GOAL OF THE EXERCISE:
Repeat every entry in full. Match each line exactly.

===

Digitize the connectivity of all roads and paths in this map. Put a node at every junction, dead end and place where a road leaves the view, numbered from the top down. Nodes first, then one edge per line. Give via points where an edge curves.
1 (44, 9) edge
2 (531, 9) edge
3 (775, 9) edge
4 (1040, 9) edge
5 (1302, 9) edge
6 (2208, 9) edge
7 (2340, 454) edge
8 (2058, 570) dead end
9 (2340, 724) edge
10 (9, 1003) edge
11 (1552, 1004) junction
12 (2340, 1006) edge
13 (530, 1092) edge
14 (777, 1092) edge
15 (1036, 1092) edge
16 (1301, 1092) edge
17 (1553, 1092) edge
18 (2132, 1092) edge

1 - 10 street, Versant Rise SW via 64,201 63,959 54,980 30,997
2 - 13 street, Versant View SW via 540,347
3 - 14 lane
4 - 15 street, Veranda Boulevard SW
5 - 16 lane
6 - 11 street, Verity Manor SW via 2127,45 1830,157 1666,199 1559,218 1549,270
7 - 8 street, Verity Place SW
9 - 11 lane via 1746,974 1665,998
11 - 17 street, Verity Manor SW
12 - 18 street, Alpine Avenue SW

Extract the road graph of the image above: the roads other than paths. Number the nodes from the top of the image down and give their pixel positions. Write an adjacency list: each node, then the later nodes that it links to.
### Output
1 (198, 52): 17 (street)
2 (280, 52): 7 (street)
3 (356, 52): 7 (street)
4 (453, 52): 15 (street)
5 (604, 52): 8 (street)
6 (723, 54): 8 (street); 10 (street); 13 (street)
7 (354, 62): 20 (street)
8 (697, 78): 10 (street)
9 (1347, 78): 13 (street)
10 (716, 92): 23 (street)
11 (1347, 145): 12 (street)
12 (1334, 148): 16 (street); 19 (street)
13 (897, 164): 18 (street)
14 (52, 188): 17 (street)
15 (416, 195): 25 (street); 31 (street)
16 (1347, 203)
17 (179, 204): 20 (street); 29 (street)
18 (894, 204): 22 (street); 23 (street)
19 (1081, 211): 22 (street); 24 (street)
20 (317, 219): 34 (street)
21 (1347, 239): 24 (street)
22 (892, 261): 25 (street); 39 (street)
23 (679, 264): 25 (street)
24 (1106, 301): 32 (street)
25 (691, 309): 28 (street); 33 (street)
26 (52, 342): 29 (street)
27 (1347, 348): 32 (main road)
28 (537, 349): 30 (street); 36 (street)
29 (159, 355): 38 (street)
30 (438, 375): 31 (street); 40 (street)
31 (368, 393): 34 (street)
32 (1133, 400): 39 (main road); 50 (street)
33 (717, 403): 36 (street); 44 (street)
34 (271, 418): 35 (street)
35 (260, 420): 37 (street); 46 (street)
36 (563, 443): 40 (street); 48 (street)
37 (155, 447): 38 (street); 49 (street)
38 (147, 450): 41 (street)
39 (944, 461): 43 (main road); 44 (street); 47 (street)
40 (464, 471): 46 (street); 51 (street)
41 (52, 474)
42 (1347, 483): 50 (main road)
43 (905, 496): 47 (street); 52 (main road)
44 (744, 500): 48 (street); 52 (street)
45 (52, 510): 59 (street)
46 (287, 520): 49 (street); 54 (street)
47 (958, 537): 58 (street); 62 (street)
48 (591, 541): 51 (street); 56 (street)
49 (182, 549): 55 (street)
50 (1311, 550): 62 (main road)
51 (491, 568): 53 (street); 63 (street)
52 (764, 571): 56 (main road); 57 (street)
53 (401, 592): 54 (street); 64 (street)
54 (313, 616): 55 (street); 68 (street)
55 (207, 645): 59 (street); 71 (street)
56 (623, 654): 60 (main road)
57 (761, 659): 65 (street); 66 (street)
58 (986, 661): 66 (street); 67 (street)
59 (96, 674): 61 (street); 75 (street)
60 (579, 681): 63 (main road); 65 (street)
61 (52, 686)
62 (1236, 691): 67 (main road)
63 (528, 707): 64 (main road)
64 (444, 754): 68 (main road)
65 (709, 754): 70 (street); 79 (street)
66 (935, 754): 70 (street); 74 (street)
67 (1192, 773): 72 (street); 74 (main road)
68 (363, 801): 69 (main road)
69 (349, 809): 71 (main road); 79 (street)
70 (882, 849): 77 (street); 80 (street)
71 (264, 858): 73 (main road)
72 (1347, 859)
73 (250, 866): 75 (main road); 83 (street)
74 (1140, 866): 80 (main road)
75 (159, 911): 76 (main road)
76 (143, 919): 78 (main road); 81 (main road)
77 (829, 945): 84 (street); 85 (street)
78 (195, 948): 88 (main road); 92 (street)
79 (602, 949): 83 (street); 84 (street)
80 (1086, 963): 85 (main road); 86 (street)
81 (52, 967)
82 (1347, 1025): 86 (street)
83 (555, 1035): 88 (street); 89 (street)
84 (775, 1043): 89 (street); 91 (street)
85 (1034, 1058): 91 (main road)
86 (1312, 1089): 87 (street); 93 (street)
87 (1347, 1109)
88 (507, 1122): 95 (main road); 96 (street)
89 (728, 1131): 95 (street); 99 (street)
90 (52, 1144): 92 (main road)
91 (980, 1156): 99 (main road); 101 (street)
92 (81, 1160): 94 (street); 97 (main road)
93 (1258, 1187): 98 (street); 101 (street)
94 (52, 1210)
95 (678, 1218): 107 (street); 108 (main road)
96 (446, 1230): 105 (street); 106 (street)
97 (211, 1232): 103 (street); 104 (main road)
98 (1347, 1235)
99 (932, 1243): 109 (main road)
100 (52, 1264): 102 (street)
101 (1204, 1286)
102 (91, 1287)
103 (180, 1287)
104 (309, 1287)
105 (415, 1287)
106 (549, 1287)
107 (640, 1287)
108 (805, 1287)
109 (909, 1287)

===

TASK ANSWER:
Digitize the connectivity of all roads and paths in this map. Put a node at every junction, dead end and place where a road leaves the view, numbered from the top down. Nodes first, then one edge per line. Give via points where an edge curves.
1 (44, 9) edge
2 (531, 9) edge
3 (775, 9) edge
4 (1040, 9) edge
5 (1302, 9) edge
6 (2208, 9) edge
7 (2340, 454) edge
8 (2058, 570) dead end
9 (2340, 724) edge
10 (9, 1003) edge
11 (1552, 1004) junction
12 (2340, 1006) edge
13 (530, 1092) edge
14 (777, 1092) edge
15 (1036, 1092) edge
16 (1301, 1092) edge
17 (1553, 1092) edge
18 (2132, 1092) edge

1 - 10 street, Versant Rise SW via 64,201 63,959 54,980 30,997
2 - 13 street, Versant View SW via 540,347
3 - 14 lane
4 - 15 street, Veranda Boulevard SW
5 - 16 lane
6 - 11 street, Verity Manor SW via 2127,45 1830,157 1666,199 1559,218 1549,270
7 - 8 street, Verity Place SW
9 - 11 lane via 1746,974 1665,998
11 - 17 street, Verity Manor SW
12 - 18 street, Alpine Avenue SW

Extract the road graph of the image above: the roads other than paths. Number the nodes from the top of the image down and give their pixel positions. Write an adjacency list: each node, then the later nodes that it links to.
### Output
1 (198, 52): 17 (street)
2 (280, 52): 7 (street)
3 (356, 52): 7 (street)
4 (453, 52): 15 (street)
5 (604, 52): 8 (street)
6 (723, 54): 8 (street); 10 (street); 13 (street)
7 (354, 62): 20 (street)
8 (697, 78): 10 (street)
9 (1347, 78): 13 (street)
10 (716, 92): 23 (street)
11 (1347, 145): 12 (street)
12 (1334, 148): 16 (street); 19 (street)
13 (897, 164): 18 (street)
14 (52, 188): 17 (street)
15 (416, 195): 25 (street); 31 (street)
16 (1347, 203)
17 (179, 204): 20 (street); 29 (street)
18 (894, 204): 22 (street); 23 (street)
19 (1081, 211): 22 (street); 24 (street)
20 (317, 219): 34 (street)
21 (1347, 239): 24 (street)
22 (892, 261): 25 (street); 39 (street)
23 (679, 264): 25 (street)
24 (1106, 301): 32 (street)
25 (691, 309): 28 (street); 33 (street)
26 (52, 342): 29 (street)
27 (1347, 348): 32 (main road)
28 (537, 349): 30 (street); 36 (street)
29 (159, 355): 38 (street)
30 (438, 375): 31 (street); 40 (street)
31 (368, 393): 34 (street)
32 (1133, 400): 39 (main road); 50 (street)
33 (717, 403): 36 (street); 44 (street)
34 (271, 418): 35 (street)
35 (260, 420): 37 (street); 46 (street)
36 (563, 443): 40 (street); 48 (street)
37 (155, 447): 38 (street); 49 (street)
38 (147, 450): 41 (street)
39 (944, 461): 43 (main road); 44 (street); 47 (street)
40 (464, 471): 46 (street); 51 (street)
41 (52, 474)
42 (1347, 483): 50 (main road)
43 (905, 496): 47 (street); 52 (main road)
44 (744, 500): 48 (street); 52 (street)
45 (52, 510): 59 (street)
46 (287, 520): 49 (street); 54 (street)
47 (958, 537): 58 (street); 62 (street)
48 (591, 541): 51 (street); 56 (street)
49 (182, 549): 55 (street)
50 (1311, 550): 62 (main road)
51 (491, 568): 53 (street); 63 (street)
52 (764, 571): 56 (main road); 57 (street)
53 (401, 592): 54 (street); 64 (street)
54 (313, 616): 55 (street); 68 (street)
55 (207, 645): 59 (street); 71 (street)
56 (623, 654): 60 (main road)
57 (761, 659): 65 (street); 66 (street)
58 (986, 661): 66 (street); 67 (street)
59 (96, 674): 61 (street); 75 (street)
60 (579, 681): 63 (main road); 65 (street)
61 (52, 686)
62 (1236, 691): 67 (main road)
63 (528, 707): 64 (main road)
64 (444, 754): 68 (main road)
65 (709, 754): 70 (street); 79 (street)
66 (935, 754): 70 (street); 74 (street)
67 (1192, 773): 72 (street); 74 (main road)
68 (363, 801): 69 (main road)
69 (349, 809): 71 (main road); 79 (street)
70 (882, 849): 77 (street); 80 (street)
71 (264, 858): 73 (main road)
72 (1347, 859)
73 (250, 866): 75 (main road); 83 (street)
74 (1140, 866): 80 (main road)
75 (159, 911): 76 (main road)
76 (143, 919): 78 (main road); 81 (main road)
77 (829, 945): 84 (street); 85 (street)
78 (195, 948): 88 (main road); 92 (street)
79 (602, 949): 83 (street); 84 (street)
80 (1086, 963): 85 (main road); 86 (street)
81 (52, 967)
82 (1347, 1025): 86 (street)
83 (555, 1035): 88 (street); 89 (street)
84 (775, 1043): 89 (street); 91 (street)
85 (1034, 1058): 91 (main road)
86 (1312, 1089): 87 (street); 93 (street)
87 (1347, 1109)
88 (507, 1122): 95 (main road); 96 (street)
89 (728, 1131): 95 (street); 99 (street)
90 (52, 1144): 92 (main road)
91 (980, 1156): 99 (main road); 101 (street)
92 (81, 1160): 94 (street); 97 (main road)
93 (1258, 1187): 98 (street); 101 (street)
94 (52, 1210)
95 (678, 1218): 107 (street); 108 (main road)
96 (446, 1230): 105 (street); 106 (street)
97 (211, 1232): 103 (street); 104 (main road)
98 (1347, 1235)
99 (932, 1243): 109 (main road)
100 (52, 1264): 102 (street)
101 (1204, 1286)
102 (91, 1287)
103 (180, 1287)
104 (309, 1287)
105 (415, 1287)
106 (549, 1287)
107 (640, 1287)
108 (805, 1287)
109 (909, 1287)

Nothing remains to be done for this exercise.